# Data in this exercise:
::::::
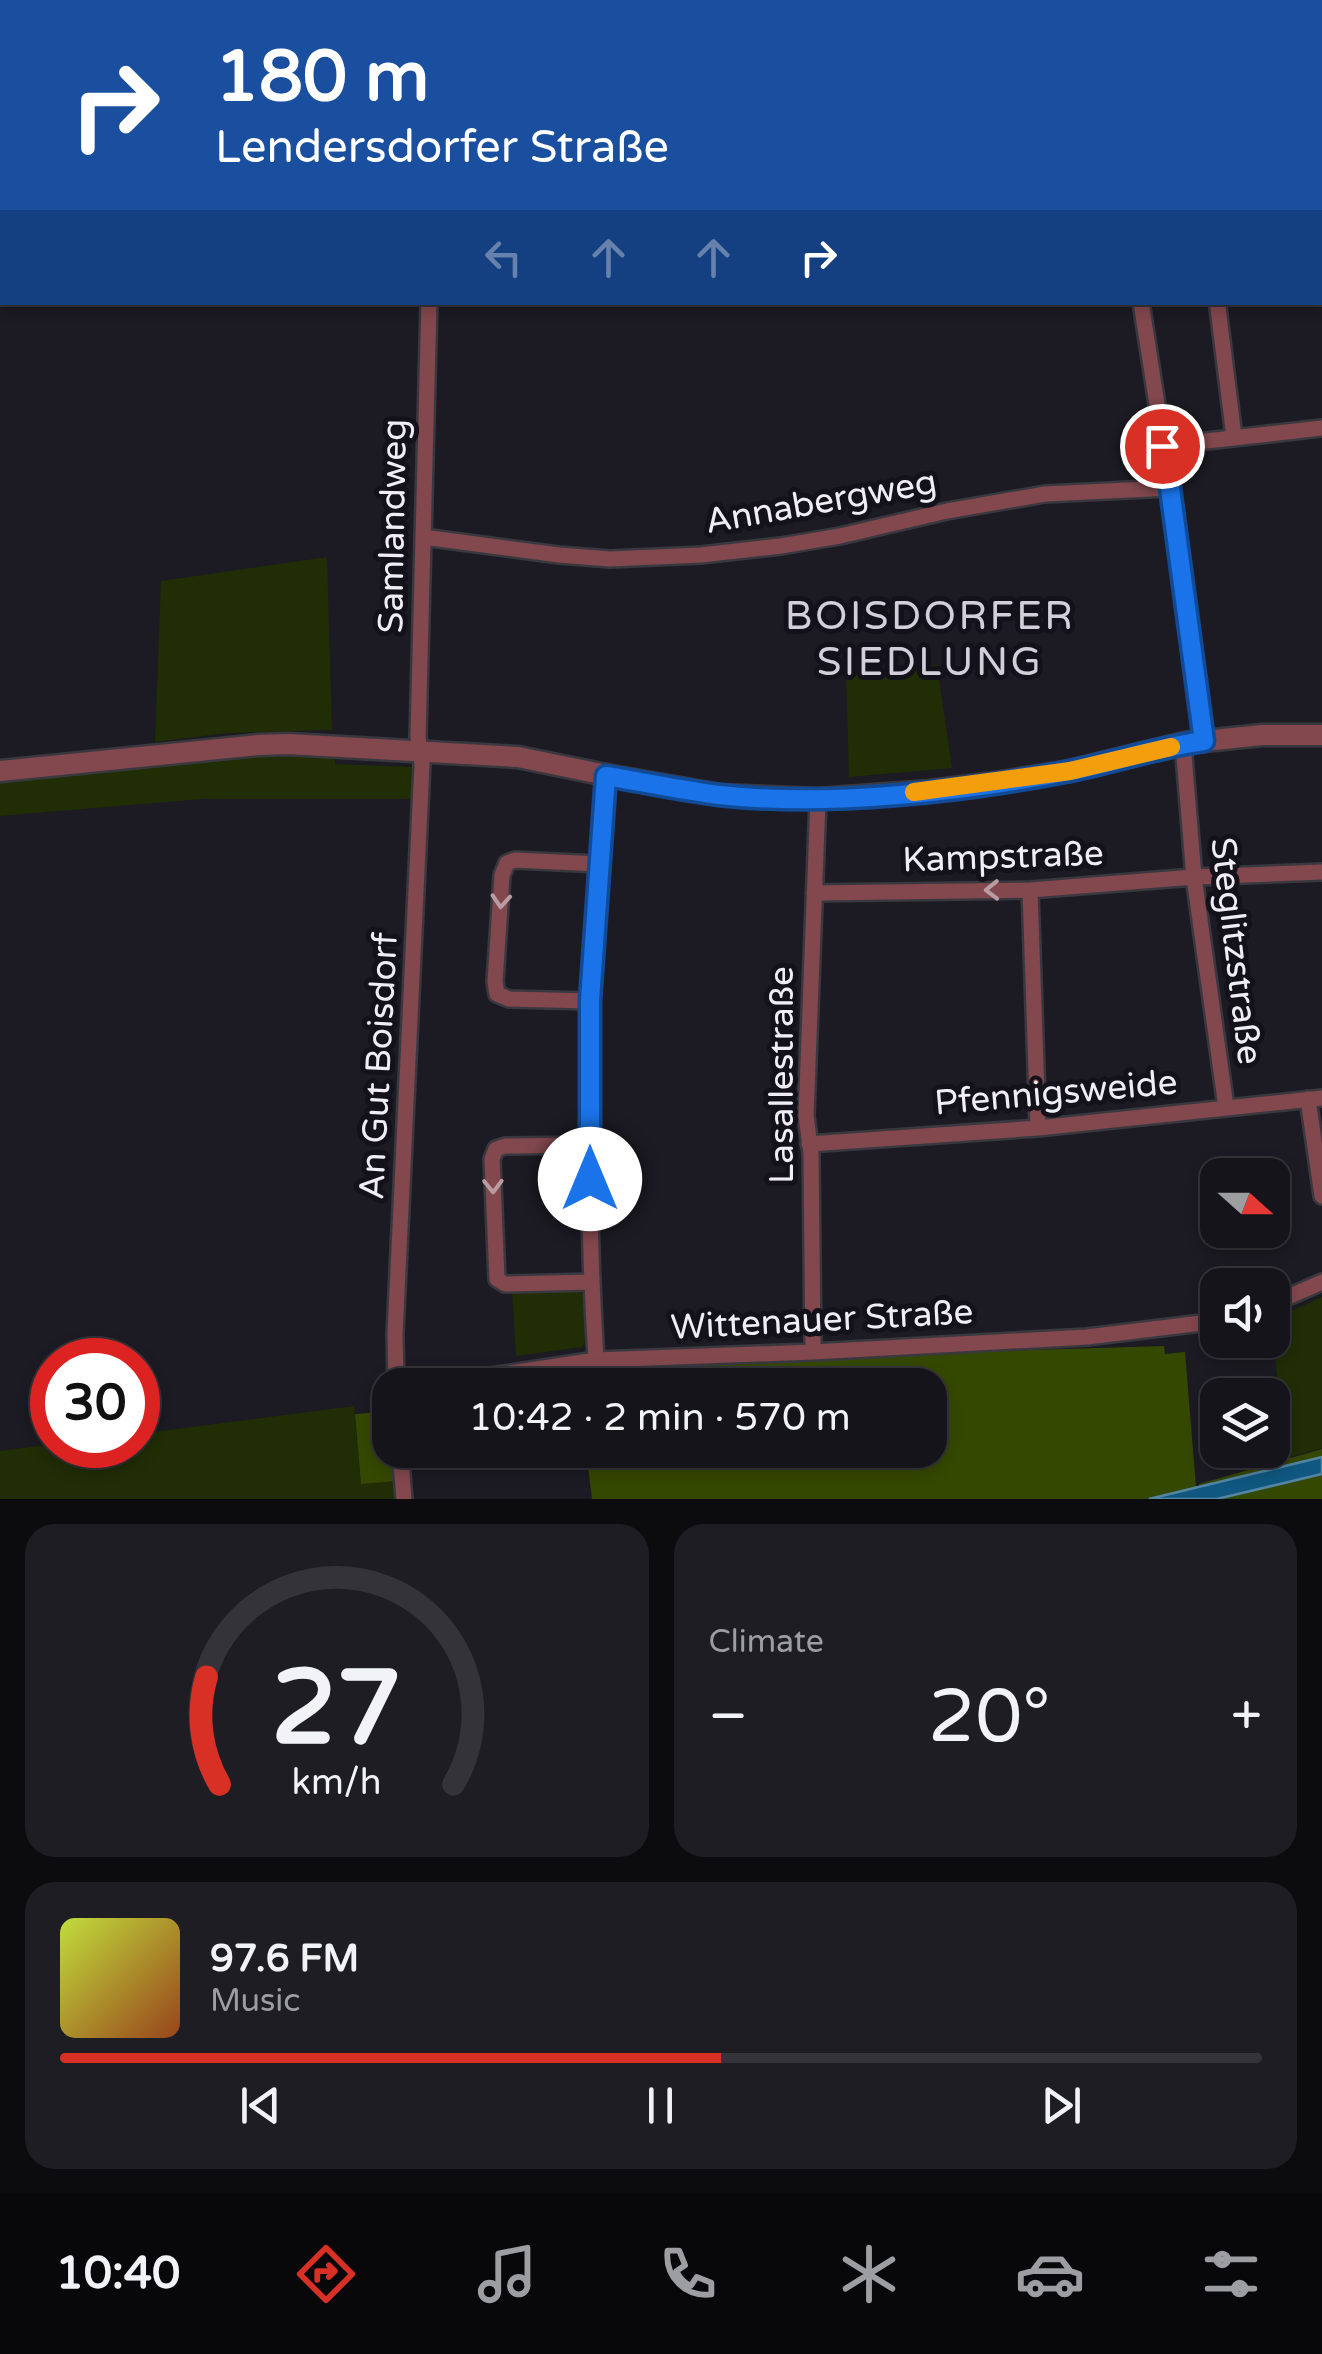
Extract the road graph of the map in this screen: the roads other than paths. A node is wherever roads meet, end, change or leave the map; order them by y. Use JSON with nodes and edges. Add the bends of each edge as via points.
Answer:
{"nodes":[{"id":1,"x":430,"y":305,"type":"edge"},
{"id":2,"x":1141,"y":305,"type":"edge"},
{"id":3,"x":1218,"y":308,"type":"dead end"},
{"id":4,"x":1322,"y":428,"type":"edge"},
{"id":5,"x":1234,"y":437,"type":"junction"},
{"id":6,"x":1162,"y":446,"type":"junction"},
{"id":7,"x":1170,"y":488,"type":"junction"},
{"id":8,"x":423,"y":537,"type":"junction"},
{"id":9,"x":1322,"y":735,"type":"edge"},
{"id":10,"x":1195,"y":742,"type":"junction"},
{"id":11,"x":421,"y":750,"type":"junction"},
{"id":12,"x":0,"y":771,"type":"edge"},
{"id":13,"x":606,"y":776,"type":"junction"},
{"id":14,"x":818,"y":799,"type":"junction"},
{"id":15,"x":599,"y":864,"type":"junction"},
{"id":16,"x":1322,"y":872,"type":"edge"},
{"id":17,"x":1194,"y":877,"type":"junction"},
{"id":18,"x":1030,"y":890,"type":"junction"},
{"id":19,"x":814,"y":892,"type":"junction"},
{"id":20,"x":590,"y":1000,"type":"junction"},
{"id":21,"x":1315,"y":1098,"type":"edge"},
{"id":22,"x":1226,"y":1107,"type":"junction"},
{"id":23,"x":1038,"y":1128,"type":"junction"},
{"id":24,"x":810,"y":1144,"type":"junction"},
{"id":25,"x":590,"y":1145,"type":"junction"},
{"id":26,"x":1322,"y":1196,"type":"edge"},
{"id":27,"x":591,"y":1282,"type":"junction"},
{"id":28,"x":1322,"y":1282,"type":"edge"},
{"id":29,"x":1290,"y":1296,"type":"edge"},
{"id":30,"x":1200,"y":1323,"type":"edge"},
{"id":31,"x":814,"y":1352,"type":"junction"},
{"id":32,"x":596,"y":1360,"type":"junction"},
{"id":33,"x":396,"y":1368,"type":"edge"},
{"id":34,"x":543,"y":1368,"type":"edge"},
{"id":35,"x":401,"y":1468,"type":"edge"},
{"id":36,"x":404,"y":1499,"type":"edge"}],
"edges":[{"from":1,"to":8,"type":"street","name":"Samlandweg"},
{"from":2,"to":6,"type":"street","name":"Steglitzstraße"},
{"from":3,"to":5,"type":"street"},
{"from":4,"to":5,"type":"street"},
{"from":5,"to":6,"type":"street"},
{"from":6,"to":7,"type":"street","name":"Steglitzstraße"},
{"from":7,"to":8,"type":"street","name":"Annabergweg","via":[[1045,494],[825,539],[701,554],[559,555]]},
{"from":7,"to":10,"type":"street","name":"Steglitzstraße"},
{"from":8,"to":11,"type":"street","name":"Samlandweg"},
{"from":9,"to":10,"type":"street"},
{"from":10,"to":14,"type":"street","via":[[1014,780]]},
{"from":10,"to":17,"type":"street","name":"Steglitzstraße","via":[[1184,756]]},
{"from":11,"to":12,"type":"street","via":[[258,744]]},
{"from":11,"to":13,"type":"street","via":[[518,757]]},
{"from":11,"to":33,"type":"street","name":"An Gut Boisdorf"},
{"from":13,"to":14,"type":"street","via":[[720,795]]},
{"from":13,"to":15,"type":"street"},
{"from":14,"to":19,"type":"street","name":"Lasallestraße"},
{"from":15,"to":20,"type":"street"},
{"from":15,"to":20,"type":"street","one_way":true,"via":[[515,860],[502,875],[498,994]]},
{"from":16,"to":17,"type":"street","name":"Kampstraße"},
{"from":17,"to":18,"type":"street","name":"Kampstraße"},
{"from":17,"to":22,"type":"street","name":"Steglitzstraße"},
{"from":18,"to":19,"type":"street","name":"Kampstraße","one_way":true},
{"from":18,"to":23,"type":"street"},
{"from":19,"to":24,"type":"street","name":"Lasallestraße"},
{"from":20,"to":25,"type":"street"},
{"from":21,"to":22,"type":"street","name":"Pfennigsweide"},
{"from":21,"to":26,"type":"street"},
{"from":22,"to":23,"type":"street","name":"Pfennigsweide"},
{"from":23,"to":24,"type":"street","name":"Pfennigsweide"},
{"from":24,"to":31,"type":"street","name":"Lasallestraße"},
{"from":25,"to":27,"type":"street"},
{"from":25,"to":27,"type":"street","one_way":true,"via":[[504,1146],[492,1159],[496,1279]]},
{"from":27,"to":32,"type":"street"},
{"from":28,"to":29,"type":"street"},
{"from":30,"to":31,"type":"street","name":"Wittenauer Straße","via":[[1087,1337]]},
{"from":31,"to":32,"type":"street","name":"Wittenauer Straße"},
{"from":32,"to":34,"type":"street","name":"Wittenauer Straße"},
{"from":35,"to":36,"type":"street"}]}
::::::
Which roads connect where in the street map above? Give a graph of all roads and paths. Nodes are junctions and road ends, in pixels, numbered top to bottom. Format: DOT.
::::::
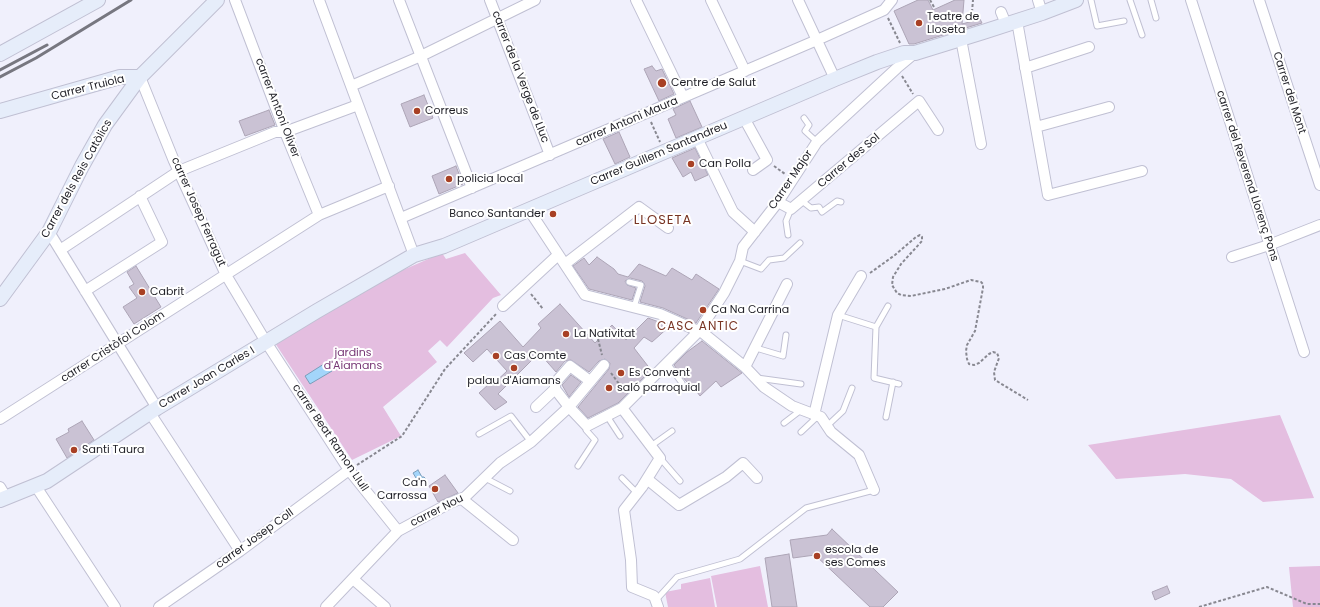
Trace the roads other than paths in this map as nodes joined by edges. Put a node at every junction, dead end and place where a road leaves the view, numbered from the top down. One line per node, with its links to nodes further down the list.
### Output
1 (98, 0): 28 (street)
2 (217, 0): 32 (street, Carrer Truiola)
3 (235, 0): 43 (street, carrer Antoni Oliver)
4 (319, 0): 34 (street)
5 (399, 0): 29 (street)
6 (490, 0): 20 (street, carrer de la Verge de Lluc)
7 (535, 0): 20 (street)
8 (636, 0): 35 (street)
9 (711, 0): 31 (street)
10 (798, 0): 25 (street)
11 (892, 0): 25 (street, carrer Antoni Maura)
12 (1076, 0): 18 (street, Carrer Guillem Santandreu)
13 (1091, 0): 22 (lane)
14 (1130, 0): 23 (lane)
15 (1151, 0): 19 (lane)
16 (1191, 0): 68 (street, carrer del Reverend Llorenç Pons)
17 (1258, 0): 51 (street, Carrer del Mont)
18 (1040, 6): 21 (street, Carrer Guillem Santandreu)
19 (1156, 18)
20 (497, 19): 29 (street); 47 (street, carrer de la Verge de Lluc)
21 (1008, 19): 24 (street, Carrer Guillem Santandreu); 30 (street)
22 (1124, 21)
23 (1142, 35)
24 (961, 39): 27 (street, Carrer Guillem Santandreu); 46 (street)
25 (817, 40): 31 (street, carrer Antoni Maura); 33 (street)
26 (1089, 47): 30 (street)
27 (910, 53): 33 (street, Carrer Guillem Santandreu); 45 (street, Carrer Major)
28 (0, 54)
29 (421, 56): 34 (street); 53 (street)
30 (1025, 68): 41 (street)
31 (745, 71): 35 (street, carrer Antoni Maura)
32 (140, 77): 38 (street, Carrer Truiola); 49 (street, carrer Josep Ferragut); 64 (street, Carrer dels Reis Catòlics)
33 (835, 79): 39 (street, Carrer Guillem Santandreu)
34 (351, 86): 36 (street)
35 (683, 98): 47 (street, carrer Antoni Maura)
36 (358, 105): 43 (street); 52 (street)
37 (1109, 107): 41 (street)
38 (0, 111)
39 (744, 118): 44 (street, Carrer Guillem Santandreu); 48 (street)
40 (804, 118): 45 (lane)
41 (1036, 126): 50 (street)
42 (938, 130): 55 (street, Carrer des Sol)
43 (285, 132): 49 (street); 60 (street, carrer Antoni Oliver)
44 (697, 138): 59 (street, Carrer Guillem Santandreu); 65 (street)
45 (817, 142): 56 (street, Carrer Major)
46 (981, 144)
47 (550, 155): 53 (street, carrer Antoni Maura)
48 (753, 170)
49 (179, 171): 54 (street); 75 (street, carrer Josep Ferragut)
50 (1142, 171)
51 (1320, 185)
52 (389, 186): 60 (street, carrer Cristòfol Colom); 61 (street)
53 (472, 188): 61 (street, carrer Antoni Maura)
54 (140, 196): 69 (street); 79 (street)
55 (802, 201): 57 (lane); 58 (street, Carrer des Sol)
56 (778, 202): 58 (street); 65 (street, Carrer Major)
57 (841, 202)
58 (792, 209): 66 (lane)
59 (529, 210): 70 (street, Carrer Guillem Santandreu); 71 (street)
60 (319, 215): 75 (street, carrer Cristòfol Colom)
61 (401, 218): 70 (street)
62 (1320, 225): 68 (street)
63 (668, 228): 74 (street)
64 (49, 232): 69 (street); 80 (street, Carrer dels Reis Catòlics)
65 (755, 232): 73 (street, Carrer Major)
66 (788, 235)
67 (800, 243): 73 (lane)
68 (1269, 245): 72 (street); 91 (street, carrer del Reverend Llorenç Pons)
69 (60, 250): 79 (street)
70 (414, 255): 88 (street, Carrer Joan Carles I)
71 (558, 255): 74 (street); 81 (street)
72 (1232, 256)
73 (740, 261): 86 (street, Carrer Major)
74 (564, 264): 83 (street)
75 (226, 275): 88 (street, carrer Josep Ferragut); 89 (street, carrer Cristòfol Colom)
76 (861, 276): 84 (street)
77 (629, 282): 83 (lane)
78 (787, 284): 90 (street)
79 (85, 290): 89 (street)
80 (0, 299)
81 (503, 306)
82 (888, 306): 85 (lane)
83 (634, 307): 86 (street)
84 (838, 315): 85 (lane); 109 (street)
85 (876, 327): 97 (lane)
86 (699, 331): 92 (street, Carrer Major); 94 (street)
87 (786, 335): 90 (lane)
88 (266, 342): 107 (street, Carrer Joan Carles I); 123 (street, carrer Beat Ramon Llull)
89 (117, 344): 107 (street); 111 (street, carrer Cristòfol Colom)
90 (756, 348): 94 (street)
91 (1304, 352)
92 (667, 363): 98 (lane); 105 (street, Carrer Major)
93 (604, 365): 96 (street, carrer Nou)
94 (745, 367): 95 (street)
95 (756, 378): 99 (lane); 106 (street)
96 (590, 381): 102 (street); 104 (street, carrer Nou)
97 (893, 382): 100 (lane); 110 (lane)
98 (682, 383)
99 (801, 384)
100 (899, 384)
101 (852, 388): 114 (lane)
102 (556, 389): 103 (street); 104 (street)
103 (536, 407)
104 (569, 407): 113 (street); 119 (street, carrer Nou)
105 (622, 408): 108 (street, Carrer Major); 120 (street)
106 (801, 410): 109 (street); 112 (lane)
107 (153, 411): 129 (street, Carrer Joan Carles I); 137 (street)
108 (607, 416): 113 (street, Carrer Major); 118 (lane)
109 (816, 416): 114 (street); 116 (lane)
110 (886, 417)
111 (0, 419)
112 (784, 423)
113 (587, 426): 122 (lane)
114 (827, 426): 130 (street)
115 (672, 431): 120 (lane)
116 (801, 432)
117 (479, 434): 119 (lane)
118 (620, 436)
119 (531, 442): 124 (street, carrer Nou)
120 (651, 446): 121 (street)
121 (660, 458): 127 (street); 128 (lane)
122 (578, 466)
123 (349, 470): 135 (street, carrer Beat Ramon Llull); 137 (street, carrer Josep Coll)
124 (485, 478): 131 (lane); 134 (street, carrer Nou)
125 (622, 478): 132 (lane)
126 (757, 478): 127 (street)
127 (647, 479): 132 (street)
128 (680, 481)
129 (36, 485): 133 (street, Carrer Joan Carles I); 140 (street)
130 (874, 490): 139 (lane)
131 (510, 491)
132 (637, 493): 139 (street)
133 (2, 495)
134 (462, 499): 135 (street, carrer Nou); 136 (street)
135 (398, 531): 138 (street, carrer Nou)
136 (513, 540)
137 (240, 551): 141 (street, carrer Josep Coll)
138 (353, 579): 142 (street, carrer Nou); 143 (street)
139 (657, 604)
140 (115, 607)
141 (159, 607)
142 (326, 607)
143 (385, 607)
::::::
# What you have to do:
Every line of the material above that has the string "other" needs pulling out.

# Task solution:
Extract the road graph of the map in this screen: the roads other than paths. A node is wherever roads meet, end, change or leave the map; order them by y. Use JSON with nodes and edges. Add the bends of each edge as via points.
Trace the roads other than paths in this map as nodes joined by edges. Put a node at every junction, dead end and place where a road leaves the view, numbered from the top down. One line per node, with its links to nodes further down the list.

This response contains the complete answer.